This is my first smoke-free day in 52 years.
I am stunned.
After trying every way there is to quit and failing more times than I can remember, I had resigned myself to a future of increasingly severe COPD, and days ahead when I'd be dragging an O2 tank around with me, turning it off only long enough.. to have another cigarette.
As an RN, I know how miserable a way to die this is, but I'd simply accepted my fate. THIS addiction was simply bigger than me, and MUCH bigger than my addiction to alcohol and drugs once was. I've been able to pile up 29 sober years, but no way could I give up my smokes. I decided to try
vaping only as harm reduction: I had no illusions left about ever be able to quit.

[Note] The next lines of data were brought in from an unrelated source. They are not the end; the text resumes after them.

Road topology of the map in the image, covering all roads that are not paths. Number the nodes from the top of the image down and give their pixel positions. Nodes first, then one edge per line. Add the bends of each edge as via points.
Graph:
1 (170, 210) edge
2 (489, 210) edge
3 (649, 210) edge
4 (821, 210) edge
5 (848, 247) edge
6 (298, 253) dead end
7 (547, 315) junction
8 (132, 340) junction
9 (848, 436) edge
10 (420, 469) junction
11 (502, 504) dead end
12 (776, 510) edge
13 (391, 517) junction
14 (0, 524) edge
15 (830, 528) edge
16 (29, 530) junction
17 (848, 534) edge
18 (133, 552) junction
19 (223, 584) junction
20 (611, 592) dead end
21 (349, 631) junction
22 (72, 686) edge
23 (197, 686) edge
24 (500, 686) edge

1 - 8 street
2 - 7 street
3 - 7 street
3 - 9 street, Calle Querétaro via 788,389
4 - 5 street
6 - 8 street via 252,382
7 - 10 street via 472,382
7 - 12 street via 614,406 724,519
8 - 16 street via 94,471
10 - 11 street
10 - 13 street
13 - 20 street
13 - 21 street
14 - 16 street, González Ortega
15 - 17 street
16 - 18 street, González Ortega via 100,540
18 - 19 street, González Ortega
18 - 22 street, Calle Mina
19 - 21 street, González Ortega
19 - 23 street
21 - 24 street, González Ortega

Got my 510 just 8 days ago and was amazed to see my cigarette intake halved within a few days, all on it's own. Then it was five cigs a day, then four, then three, and then came this morning, when I sat here holding my beloved morning cigarette, staring at my 510, and discovering that of the two options, I wanted my 510 more than I wanted my cigarette.

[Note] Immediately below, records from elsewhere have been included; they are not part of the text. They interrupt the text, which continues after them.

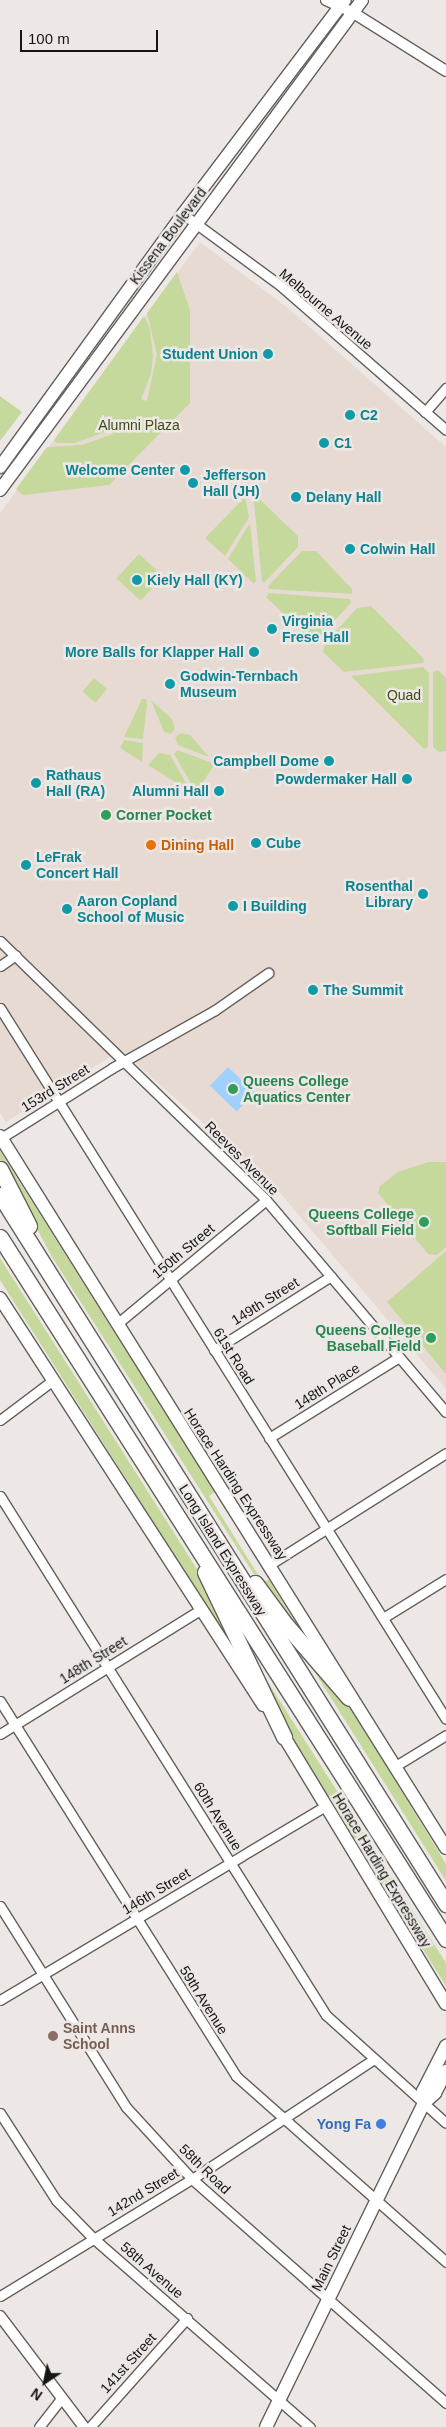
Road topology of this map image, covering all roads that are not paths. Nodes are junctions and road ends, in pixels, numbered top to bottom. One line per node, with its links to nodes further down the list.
1 (326, 0): 3 (street)
2 (362, 0): 4 (main road, Kissena Boulevard)
3 (343, 2): 4 (street); 6 (main road, Kissena Boulevard)
4 (352, 12): 5 (street); 7 (main road, Kissena Boulevard)
5 (446, 71)
6 (183, 214): 7 (street, Melbourne Avenue); 11 (main road, Kissena Boulevard)
7 (196, 223): 9 (street, Melbourne Avenue); 12 (main road, Kissena Boulevard)
8 (446, 388): 9 (street)
9 (425, 412): 10 (street, Melbourne Avenue)
10 (446, 430)
11 (0, 467)
12 (0, 490)
13 (0, 941): 14 (street, Reeves Avenue)
14 (16, 955): 15 (street); 18 (street, Reeves Avenue)
15 (0, 966)
16 (268, 973): 18 (street, 153rd Street)
17 (0, 1008): 19 (street, 61st Road)
18 (125, 1062): 19 (street, 153rd Street); 23 (street, Reeves Avenue)
19 (58, 1102): 20 (street, 153rd Street); 27 (street, 61st Road)
20 (1, 1137): 29 (main road, Horace Harding Expressway)
21 (0, 1169): 25 (highway)
22 (0, 1195): 25 (highway, Long Island Expressway)
23 (266, 1200): 26 (street, Reeves Avenue); 27 (street, 150th Street)
24 (1, 1239): 40 (highway, Long Island Expressway)
25 (50, 1276): 38 (highway, Long Island Expressway)
26 (331, 1276): 30 (street, 149th Street); 31 (street, Reeves Avenue)
27 (169, 1280): 29 (street, 150th Street); 30 (street, 61st Road)
28 (0, 1298): 32 (main road, Horace Harding Expressway)
29 (118, 1323): 41 (main road, Horace Harding Expressway)
30 (214, 1350): 35 (street, 61st Road)
31 (399, 1357): 33 (street, Reeves Avenue); 35 (street, 148th Place)
32 (52, 1381): 34 (street); 43 (main road, Horace Harding Expressway)
33 (446, 1412)
34 (0, 1420)
35 (269, 1438): 39 (street, 61st Road)
36 (446, 1453): 39 (street)
37 (0, 1496): 45 (street, 60th Avenue)
38 (201, 1514): 46 (highway); 57 (highway, Long Island Expressway)
39 (326, 1528): 41 (street); 44 (street, 61st Road)
40 (187, 1529): 52 (highway); 60 (highway, Long Island Expressway)
41 (269, 1564): 46 (main road, Horace Harding Expressway)
42 (446, 1579): 44 (street)
43 (200, 1610): 45 (street, 148th Street); 52 (main road, Horace Harding Expressway)
44 (383, 1618): 48 (street, 61st Road)
45 (107, 1667): 49 (street, 148th Street); 56 (street, 60th Avenue)
46 (349, 1698): 53 (main road, Horace Harding Expressway)
47 (0, 1701): 49 (street, 59th Avenue)
48 (446, 1719)
49 (15, 1724): 50 (street, 148th Street); 59 (street, 59th Avenue)
50 (0, 1734)
51 (446, 1735): 53 (street)
52 (284, 1737): 54 (main road, Horace Harding Expressway)
53 (397, 1765): 55 (main road, Horace Harding Expressway)
54 (326, 1806): 56 (street, 146th Street); 63 (main road, Horace Harding Expressway)
55 (446, 1848)
56 (231, 1863): 59 (street, 146th Street); 65 (street, 60th Avenue)
57 (446, 1904)
58 (0, 1906): 61 (street, 58th Road)
59 (137, 1919): 61 (street, 146th Street); 69 (street, 59th Avenue)
60 (446, 1939)
61 (43, 1974): 62 (street, 146th Street); 71 (street, 58th Road)
62 (0, 2000)
63 (446, 2004)
64 (446, 2046): 67 (main road, Main Street)
65 (374, 2059): 67 (street, 60th Avenue); 69 (street, 142nd Street)
66 (446, 2071): 67 (main road, Main Street)
67 (424, 2103): 70 (street, 60th Avenue); 72 (main road, Main Street)
68 (0, 2113): 73 (street, 58th Avenue)
69 (283, 2120): 71 (street, 142nd Street); 72 (street, 59th Avenue)
70 (446, 2123)
71 (192, 2179): 73 (street, 142nd Street); 76 (street, 58th Road)
72 (376, 2201): 74 (street, 59th Avenue); 76 (main road, Main Street)
73 (93, 2238): 75 (street, 142nd Street); 78 (street, 58th Avenue)
74 (446, 2262)
75 (0, 2296)
76 (328, 2299): 80 (main road, Main Street); 81 (street, 58th Road)
77 (0, 2316): 79 (street)
78 (186, 2318): 80 (street, 58th Avenue); 84 (street, 141st Street)
79 (62, 2398): 82 (street); 83 (street)
80 (279, 2400): 85 (main road, Main Street); 86 (street, 58th Avenue)
81 (446, 2403)
82 (39, 2427)
83 (84, 2427)
84 (90, 2427)
85 (266, 2427)
86 (310, 2427)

Not much can make me cry, but this did, because it feels like literally a life saving miracle. I can feel a difference already. I am breathing easier, coughing less, have had no need for the inhaler, am not so short of breath on exertion, and food actually has some taste to it! It's all almost too good to believe.
So let me thank all of you for simply being here and sharing, so I could read and learn from you, and make this incredible discovery.
(Now if someone could just please promise me they won't ban this option.....?????)